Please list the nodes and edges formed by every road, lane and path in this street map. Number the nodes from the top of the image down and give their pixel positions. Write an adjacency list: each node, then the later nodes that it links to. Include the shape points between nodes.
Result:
========================================================================
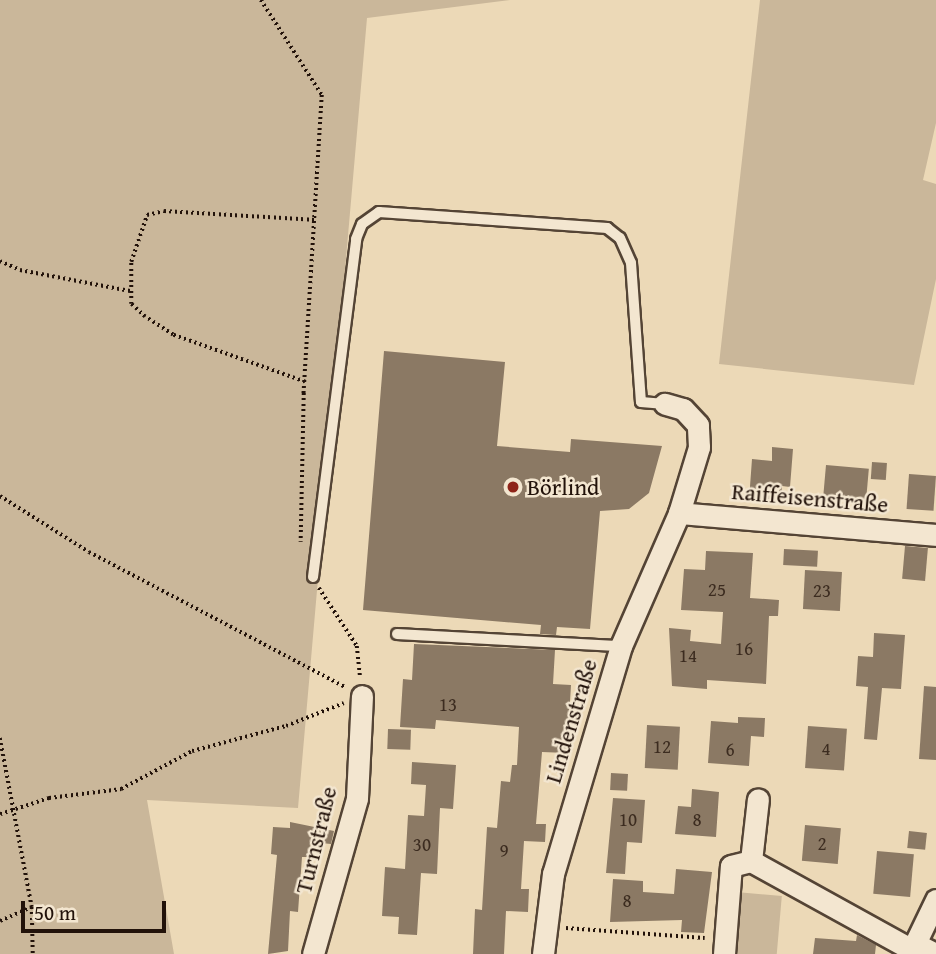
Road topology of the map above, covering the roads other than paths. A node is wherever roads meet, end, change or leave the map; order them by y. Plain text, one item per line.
========================================================================
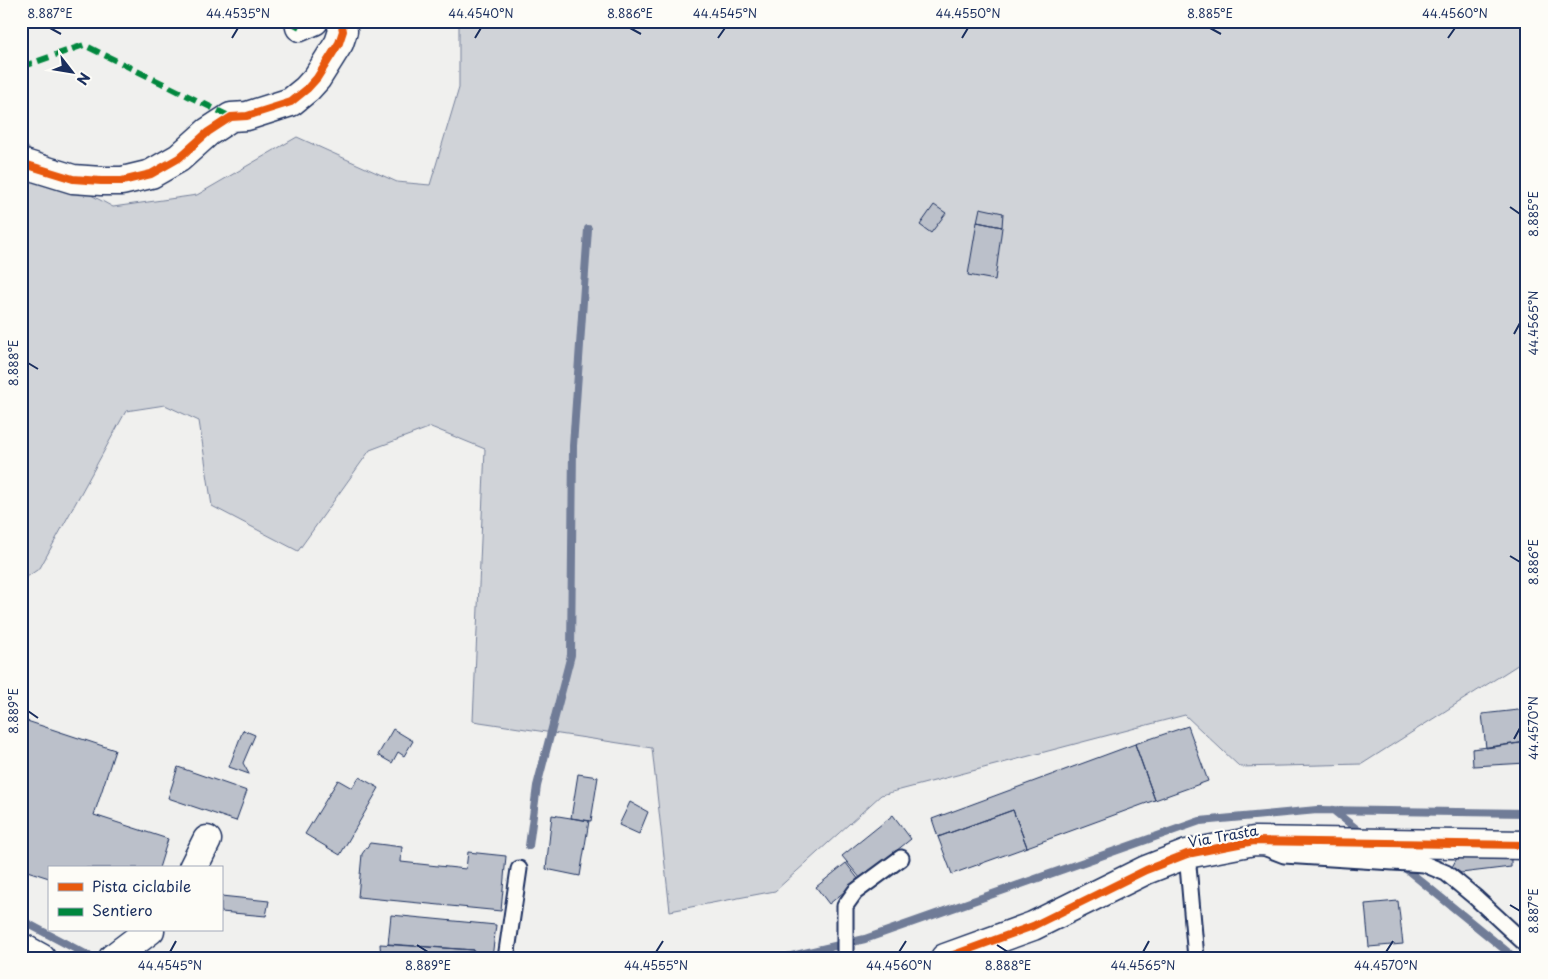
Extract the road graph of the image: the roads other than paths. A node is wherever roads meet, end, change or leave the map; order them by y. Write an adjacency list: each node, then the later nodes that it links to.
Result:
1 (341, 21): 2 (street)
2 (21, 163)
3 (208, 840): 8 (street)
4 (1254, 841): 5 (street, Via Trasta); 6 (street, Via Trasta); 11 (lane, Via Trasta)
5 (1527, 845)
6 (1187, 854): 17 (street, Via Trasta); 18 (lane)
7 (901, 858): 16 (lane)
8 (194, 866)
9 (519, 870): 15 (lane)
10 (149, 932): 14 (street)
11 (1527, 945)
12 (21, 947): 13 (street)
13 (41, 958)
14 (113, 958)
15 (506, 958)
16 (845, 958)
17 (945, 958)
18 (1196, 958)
========================================================================
Exercise » Which of the lines above mention the word "than"? Pull those lines out.

Task output »
Road topology of the map above, covering the roads other than paths. A node is wherever roads meet, end, change or leave the map; order them by y. Plain text, one item per line.
Extract the road graph of the image: the roads other than paths. A node is wherever roads meet, end, change or leave the map; order them by y. Write an adjacency list: each node, then the later nodes that it links to.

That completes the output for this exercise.